▶ Directions
Among the lines below, list those containing the string "highway".

··· Input ···

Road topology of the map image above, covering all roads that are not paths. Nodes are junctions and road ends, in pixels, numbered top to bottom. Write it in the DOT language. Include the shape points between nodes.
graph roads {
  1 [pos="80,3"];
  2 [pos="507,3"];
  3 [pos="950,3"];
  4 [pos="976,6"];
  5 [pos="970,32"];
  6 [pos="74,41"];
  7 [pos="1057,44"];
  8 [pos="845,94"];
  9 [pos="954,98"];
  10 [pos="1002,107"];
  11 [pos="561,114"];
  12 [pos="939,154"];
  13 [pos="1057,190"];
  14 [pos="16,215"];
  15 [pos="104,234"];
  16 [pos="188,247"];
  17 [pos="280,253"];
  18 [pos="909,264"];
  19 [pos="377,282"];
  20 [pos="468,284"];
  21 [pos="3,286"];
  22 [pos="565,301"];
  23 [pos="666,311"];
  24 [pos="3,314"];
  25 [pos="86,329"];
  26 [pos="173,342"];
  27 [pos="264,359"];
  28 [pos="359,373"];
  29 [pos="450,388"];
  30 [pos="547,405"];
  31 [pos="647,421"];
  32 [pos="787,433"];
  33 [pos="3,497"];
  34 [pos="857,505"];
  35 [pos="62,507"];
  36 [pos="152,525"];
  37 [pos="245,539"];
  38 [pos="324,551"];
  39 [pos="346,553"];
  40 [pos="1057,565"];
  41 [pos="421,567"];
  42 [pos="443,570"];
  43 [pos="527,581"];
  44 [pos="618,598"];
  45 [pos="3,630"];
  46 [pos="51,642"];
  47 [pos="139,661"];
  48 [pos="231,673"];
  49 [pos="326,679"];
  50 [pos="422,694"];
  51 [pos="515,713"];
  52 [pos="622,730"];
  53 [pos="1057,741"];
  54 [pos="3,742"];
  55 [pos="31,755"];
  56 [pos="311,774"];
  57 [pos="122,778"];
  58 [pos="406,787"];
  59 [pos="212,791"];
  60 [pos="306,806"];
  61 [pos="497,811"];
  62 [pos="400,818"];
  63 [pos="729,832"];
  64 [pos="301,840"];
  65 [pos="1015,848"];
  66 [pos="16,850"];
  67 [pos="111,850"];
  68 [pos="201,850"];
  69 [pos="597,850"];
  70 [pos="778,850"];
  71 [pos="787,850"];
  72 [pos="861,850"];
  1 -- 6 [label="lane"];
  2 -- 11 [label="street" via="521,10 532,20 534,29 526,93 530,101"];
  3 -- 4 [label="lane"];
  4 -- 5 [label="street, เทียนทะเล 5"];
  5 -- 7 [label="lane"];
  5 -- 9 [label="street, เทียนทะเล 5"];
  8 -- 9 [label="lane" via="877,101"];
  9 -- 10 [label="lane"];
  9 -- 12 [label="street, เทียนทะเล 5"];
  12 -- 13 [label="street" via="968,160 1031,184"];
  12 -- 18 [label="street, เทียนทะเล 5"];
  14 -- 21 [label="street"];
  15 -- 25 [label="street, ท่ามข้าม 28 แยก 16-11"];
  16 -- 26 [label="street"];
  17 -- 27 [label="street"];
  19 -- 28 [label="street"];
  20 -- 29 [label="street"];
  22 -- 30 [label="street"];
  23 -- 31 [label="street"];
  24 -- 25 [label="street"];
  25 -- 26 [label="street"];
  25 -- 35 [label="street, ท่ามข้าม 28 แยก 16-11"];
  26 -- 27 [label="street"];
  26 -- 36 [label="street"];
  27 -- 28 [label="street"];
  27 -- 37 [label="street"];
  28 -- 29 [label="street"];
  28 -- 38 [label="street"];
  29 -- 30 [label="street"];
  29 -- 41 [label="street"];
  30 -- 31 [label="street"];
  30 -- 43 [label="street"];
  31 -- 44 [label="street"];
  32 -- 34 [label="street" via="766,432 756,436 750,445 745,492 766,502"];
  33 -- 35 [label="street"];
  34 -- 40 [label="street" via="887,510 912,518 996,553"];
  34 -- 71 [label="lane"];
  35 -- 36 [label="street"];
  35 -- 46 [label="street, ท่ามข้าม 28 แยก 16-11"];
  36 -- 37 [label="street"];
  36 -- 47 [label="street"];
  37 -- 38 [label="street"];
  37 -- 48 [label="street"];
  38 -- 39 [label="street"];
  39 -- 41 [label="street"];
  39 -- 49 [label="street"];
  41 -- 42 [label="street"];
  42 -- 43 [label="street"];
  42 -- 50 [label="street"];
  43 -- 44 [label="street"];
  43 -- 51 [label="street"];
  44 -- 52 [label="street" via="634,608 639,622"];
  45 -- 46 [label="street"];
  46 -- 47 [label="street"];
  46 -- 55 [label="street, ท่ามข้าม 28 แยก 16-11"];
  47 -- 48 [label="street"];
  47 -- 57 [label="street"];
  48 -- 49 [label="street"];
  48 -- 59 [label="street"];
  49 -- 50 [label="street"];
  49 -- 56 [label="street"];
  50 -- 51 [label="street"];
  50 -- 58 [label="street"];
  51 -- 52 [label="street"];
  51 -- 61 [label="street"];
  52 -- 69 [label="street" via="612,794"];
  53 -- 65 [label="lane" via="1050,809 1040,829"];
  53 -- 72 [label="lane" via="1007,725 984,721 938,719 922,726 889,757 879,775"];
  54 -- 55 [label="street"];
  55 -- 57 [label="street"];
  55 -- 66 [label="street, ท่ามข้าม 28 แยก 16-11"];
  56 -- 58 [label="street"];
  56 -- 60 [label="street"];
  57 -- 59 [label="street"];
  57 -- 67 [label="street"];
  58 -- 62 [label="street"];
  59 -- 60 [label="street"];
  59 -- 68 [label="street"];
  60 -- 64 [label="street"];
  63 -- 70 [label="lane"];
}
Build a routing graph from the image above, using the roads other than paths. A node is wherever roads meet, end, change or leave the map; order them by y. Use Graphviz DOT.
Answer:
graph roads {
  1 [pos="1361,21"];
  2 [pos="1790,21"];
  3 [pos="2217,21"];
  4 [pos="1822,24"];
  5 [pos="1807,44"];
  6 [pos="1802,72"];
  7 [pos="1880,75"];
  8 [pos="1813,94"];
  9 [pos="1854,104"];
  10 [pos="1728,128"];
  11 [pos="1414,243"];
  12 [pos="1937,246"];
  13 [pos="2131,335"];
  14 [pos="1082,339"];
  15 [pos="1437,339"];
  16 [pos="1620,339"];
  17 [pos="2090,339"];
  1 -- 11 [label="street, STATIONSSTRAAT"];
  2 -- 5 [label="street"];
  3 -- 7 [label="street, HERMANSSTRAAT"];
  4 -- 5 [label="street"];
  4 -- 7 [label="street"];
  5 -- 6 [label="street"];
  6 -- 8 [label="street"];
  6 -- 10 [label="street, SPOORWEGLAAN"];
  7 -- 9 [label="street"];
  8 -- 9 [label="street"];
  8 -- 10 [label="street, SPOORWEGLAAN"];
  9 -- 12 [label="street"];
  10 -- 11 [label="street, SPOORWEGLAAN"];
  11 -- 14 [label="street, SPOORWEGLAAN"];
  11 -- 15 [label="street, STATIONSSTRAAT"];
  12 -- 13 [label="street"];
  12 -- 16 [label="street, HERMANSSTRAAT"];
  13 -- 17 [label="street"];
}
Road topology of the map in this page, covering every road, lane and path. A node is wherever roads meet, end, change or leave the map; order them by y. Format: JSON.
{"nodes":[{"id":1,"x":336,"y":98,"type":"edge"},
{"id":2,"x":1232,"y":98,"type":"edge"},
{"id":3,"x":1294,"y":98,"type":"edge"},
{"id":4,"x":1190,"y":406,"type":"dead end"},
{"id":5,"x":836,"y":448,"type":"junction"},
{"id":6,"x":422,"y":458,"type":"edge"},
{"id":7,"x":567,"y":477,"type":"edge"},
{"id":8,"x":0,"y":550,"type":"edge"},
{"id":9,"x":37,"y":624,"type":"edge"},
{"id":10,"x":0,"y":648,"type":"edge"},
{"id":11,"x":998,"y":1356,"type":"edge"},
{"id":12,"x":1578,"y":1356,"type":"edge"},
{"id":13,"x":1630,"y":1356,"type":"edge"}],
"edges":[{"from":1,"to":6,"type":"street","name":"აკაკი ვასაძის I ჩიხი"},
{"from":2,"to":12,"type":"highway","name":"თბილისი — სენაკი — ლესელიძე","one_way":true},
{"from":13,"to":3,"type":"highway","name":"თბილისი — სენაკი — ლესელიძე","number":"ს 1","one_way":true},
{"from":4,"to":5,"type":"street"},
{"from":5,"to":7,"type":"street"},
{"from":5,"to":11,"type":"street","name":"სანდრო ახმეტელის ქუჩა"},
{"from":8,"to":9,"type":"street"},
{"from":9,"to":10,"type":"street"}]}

···

▶ Written reply
{"from":2,"to":12,"type":"highway","name":"თბილისი — სენაკი — ლესელიძე","one_way":true},
{"from":13,"to":3,"type":"highway","name":"თბილისი — სენაკი — ლესელიძე","number":"ს 1","one_way":true},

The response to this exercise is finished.